##### SUPPLIED ENTRIES #####
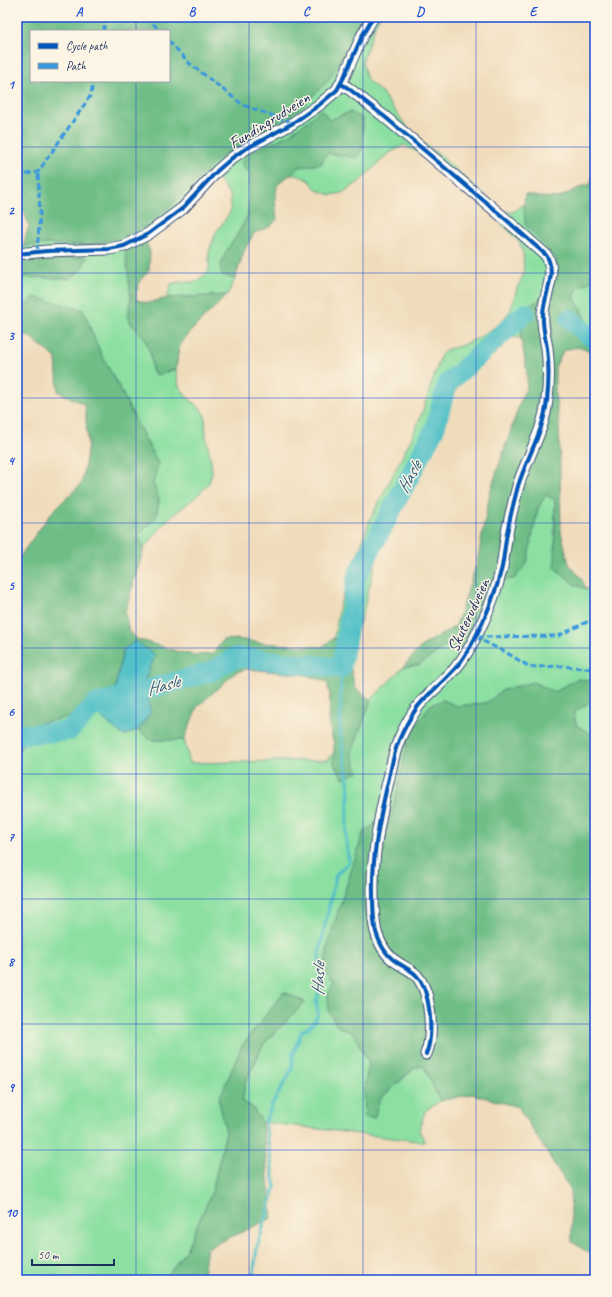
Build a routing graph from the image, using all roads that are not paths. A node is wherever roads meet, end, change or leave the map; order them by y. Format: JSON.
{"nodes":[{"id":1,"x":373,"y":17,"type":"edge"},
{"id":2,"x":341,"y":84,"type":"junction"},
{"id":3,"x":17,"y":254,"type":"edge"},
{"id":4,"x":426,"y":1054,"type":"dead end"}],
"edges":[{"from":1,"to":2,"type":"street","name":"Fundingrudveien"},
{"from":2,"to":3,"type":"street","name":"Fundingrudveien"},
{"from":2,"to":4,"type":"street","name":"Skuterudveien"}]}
#####
● WORK REQUEST: Could the entries above be retyped exactly, with the pictures left out?

● ANSWER BOX:
Build a routing graph from the image, using all roads that are not paths. A node is wherever roads meet, end, change or leave the map; order them by y. Format: JSON.
{"nodes":[{"id":1,"x":373,"y":17,"type":"edge"},
{"id":2,"x":341,"y":84,"type":"junction"},
{"id":3,"x":17,"y":254,"type":"edge"},
{"id":4,"x":426,"y":1054,"type":"dead end"}],
"edges":[{"from":1,"to":2,"type":"street","name":"Fundingrudveien"},
{"from":2,"to":3,"type":"street","name":"Fundingrudveien"},
{"from":2,"to":4,"type":"street","name":"Skuterudveien"}]}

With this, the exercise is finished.